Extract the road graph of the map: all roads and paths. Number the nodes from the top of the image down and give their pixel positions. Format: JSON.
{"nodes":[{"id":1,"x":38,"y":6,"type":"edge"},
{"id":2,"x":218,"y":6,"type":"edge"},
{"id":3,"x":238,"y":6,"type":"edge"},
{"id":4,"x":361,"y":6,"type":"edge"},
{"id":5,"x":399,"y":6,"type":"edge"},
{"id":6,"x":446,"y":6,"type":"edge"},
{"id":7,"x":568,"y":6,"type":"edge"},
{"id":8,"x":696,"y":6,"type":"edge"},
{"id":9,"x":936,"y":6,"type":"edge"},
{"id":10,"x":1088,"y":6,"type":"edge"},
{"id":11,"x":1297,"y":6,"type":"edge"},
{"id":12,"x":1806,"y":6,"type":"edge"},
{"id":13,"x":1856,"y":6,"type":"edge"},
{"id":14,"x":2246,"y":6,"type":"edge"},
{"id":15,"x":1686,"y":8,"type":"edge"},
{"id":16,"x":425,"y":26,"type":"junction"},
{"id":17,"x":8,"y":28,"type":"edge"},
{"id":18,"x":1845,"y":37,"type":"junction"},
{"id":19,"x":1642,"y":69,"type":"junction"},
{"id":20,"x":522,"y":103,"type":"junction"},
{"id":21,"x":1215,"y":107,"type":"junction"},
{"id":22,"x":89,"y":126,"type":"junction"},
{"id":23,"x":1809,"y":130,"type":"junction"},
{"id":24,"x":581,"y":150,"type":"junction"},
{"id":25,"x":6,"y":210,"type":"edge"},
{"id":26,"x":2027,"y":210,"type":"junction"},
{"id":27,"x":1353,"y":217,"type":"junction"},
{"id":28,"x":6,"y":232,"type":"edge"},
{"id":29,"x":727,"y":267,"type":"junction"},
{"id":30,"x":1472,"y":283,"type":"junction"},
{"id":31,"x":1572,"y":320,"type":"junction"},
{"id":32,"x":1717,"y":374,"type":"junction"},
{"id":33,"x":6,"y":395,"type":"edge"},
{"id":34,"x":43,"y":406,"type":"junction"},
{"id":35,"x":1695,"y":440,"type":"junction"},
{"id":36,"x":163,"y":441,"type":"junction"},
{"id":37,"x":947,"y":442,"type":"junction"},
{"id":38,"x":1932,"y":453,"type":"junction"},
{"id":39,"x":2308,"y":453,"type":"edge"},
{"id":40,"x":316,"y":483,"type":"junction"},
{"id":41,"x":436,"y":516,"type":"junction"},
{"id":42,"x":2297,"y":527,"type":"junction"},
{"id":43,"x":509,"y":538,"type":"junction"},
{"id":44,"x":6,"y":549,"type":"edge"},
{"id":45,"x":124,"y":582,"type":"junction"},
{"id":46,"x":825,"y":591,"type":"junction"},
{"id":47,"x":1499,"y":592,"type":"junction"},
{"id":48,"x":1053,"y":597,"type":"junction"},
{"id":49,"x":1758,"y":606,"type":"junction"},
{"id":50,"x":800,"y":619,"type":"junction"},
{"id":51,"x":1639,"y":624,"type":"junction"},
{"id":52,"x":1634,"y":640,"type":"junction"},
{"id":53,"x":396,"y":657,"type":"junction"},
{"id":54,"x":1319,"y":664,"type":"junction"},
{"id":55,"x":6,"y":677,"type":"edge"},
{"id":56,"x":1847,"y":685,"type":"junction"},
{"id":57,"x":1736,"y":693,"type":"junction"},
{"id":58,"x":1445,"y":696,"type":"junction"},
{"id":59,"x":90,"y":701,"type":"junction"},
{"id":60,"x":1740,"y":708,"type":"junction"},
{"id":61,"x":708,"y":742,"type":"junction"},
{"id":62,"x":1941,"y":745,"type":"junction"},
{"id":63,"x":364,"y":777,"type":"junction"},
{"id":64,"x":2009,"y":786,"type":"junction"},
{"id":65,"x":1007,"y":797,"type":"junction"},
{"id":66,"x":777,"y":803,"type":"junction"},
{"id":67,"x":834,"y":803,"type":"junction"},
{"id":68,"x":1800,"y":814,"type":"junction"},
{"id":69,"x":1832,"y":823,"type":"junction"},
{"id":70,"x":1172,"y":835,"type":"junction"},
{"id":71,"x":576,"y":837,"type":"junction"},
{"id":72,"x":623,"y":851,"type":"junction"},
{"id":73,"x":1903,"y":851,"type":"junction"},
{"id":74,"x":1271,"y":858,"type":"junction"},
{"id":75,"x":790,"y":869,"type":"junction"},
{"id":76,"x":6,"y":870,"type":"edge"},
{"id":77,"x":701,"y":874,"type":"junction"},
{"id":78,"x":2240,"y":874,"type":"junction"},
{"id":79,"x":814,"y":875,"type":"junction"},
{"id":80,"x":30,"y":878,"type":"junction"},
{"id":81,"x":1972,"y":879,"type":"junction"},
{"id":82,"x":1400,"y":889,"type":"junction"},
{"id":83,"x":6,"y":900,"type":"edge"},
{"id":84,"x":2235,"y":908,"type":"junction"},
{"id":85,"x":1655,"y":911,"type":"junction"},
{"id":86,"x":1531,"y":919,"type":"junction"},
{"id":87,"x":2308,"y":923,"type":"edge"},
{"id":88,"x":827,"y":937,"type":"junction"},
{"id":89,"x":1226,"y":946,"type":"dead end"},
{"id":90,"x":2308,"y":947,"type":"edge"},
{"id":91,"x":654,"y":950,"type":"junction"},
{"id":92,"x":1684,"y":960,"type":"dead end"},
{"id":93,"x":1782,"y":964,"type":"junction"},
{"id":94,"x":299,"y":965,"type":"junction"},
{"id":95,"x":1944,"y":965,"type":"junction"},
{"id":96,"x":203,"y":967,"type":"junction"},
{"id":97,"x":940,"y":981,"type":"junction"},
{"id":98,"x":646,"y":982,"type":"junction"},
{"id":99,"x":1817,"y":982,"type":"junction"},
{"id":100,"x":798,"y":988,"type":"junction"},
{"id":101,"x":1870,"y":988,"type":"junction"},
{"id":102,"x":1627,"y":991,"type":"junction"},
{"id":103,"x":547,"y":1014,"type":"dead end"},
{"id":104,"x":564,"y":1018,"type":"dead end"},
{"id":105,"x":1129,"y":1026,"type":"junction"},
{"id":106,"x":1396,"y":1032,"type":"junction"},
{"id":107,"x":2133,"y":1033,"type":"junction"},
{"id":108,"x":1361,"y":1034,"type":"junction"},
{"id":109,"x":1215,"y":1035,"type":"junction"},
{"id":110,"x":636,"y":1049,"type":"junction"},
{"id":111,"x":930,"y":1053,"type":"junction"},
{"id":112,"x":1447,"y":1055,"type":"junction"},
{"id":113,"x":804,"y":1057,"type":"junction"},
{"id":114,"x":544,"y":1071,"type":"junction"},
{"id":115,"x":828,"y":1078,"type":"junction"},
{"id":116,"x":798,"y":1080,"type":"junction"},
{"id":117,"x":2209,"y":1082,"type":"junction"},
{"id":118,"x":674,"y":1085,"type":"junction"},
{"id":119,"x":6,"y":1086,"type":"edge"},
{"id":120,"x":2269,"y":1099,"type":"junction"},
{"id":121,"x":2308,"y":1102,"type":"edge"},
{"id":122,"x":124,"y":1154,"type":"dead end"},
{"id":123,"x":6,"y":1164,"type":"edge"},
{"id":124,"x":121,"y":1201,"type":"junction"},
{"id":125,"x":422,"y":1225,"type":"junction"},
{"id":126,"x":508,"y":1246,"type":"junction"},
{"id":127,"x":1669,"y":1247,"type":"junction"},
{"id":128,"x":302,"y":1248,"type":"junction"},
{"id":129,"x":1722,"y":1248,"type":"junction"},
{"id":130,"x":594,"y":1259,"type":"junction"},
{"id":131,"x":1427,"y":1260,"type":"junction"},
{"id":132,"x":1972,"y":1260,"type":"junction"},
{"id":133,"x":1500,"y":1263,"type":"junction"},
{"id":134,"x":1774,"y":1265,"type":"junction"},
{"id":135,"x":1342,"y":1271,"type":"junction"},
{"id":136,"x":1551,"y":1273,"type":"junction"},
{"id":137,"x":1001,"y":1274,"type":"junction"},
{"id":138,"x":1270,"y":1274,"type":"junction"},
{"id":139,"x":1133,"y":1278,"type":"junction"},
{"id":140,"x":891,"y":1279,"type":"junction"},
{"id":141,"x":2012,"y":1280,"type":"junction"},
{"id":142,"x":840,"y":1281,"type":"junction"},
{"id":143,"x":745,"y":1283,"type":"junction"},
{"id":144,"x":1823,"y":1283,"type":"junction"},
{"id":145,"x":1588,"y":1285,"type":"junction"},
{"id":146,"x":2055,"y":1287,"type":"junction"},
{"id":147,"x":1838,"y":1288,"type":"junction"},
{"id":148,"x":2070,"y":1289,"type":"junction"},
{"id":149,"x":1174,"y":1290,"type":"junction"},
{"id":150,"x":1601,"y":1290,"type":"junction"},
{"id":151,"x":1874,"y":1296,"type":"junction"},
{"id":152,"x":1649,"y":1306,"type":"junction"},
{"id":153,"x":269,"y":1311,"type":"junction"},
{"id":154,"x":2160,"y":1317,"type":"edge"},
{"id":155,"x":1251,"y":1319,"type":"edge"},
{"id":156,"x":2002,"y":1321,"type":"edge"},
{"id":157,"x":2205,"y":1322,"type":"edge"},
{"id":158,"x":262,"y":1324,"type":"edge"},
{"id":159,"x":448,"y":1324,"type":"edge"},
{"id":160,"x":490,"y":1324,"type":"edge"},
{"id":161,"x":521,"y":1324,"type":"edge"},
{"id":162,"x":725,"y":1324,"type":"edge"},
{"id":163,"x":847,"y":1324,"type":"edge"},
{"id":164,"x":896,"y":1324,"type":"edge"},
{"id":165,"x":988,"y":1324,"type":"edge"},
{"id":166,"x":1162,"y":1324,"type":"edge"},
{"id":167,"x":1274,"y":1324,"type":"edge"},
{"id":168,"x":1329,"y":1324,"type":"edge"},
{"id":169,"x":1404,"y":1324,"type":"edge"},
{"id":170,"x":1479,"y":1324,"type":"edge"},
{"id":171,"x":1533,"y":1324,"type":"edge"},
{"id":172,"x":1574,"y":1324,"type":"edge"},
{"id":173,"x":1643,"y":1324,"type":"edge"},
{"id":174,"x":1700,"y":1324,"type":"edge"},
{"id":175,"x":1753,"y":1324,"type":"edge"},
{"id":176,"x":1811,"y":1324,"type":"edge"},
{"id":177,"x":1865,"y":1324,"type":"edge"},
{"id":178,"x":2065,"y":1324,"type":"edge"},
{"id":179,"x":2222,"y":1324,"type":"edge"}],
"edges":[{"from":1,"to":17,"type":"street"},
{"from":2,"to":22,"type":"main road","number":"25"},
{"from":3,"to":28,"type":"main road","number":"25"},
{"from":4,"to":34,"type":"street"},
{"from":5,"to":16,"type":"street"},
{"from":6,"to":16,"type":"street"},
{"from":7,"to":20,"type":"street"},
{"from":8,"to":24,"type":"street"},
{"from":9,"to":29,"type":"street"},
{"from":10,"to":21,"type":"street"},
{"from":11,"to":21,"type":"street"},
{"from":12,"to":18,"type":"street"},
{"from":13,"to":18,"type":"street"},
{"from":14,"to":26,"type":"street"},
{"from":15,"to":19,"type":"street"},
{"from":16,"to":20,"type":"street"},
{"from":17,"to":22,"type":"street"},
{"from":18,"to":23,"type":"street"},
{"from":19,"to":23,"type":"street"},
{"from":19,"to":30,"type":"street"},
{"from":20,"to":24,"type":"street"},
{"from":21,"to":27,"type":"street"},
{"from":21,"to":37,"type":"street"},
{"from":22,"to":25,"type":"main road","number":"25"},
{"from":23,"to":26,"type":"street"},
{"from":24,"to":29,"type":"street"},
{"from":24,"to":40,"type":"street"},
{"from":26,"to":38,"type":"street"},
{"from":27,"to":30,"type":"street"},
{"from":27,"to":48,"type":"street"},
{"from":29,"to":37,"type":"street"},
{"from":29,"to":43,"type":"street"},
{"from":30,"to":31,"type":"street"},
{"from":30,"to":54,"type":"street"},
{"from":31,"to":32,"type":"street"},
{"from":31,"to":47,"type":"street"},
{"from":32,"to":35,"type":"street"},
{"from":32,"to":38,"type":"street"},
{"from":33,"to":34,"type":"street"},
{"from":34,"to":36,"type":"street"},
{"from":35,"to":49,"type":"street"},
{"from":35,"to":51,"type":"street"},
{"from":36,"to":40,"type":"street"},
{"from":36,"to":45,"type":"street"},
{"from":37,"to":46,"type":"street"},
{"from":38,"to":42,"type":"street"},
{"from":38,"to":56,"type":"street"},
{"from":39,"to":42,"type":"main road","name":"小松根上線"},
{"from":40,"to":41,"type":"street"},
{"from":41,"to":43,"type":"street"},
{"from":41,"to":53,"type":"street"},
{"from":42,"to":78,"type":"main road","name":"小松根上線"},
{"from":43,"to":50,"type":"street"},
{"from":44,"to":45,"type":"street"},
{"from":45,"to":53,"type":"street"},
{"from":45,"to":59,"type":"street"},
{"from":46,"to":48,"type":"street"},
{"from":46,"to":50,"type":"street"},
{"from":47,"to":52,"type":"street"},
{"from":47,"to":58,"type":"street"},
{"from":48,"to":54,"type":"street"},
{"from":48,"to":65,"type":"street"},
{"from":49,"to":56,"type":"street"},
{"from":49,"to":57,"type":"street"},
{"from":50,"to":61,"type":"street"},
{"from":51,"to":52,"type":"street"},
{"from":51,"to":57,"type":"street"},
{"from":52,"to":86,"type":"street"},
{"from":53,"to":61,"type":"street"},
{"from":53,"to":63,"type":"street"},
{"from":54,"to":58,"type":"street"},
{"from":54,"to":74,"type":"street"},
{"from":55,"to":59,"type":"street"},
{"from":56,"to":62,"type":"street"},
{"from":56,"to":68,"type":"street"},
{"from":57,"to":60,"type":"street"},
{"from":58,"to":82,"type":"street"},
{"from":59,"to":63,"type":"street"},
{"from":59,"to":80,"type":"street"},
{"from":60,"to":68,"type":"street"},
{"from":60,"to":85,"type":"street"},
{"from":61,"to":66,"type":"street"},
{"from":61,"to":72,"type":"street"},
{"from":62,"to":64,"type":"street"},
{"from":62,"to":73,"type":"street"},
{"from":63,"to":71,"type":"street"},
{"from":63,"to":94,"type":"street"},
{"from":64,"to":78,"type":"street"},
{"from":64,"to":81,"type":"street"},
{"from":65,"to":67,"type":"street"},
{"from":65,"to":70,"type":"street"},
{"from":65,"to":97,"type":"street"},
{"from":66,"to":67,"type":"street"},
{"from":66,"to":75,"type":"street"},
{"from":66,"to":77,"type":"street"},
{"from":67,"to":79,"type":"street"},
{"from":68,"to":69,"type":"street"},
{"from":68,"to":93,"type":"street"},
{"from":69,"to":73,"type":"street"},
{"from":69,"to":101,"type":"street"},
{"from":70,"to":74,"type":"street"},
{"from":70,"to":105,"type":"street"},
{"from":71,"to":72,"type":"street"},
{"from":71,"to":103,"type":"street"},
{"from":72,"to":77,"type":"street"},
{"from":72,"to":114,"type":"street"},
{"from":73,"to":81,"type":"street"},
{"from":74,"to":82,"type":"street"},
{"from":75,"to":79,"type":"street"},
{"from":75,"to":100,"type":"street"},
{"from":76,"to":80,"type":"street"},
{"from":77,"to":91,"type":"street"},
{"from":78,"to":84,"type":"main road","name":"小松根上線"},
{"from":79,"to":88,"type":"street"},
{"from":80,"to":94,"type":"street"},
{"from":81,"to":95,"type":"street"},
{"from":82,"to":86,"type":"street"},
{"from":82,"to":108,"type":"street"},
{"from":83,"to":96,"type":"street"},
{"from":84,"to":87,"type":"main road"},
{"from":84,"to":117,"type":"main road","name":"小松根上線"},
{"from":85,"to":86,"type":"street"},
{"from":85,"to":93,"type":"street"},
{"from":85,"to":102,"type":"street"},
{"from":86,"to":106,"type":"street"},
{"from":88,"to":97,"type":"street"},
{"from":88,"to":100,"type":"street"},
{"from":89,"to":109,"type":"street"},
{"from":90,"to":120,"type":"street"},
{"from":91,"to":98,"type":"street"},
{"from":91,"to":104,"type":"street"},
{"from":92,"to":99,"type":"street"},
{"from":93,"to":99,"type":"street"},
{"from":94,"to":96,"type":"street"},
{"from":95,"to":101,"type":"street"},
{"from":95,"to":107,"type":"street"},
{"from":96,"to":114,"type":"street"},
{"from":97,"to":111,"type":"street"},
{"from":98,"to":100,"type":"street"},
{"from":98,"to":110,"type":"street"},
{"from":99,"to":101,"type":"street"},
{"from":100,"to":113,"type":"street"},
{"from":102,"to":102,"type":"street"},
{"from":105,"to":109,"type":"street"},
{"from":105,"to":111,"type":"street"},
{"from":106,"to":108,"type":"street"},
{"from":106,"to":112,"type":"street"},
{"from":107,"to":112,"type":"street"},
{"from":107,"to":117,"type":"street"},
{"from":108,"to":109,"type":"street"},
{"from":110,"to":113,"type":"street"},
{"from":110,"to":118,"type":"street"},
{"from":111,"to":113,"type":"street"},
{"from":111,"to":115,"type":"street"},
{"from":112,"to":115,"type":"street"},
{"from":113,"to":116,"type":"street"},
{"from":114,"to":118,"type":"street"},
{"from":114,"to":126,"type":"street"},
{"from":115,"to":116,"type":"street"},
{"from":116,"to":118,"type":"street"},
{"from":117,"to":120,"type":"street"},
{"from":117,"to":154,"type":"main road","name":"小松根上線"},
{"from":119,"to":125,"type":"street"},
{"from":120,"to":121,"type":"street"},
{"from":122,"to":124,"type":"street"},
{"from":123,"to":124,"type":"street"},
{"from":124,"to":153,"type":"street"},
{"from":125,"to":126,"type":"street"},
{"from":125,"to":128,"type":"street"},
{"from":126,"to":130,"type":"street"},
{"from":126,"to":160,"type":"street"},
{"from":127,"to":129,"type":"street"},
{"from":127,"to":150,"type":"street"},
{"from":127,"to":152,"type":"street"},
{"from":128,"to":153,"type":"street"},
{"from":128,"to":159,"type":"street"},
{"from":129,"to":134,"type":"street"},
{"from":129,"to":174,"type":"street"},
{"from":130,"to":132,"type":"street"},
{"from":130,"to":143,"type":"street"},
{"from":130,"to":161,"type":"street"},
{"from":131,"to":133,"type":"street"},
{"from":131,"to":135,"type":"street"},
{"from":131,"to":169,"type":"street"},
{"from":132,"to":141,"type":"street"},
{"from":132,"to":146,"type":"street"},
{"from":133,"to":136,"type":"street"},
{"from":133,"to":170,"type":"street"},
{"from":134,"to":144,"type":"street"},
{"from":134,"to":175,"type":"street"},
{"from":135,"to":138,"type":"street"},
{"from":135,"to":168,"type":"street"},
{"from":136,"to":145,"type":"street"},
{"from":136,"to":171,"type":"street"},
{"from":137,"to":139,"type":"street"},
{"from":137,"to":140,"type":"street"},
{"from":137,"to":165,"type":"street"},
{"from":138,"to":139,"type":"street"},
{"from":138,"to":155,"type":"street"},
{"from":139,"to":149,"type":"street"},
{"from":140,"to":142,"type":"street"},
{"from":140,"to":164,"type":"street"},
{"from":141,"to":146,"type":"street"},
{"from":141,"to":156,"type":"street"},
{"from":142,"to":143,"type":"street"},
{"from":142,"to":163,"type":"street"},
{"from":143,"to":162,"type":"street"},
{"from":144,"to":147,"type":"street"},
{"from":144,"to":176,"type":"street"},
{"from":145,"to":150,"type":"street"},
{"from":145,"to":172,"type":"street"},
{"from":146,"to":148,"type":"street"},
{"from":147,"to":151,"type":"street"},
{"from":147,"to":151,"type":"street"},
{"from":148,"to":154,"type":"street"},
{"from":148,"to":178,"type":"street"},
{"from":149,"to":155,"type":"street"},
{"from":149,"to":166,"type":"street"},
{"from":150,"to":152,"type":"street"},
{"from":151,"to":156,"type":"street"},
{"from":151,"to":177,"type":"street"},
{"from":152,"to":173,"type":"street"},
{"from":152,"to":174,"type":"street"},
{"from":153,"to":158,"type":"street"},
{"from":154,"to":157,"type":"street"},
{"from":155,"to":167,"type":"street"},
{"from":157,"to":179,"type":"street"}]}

☆ ☆ ☆ ☆ ☆ ☆ ☆

Pull each line that includes the word "nodes" out of the material above.

*Response below:*
Extract the road graph of the map: all roads and paths. Number the nodes from the top of the image down and give their pixel positions. Format: JSON.
{"nodes":[{"id":1,"x":38,"y":6,"type":"edge"},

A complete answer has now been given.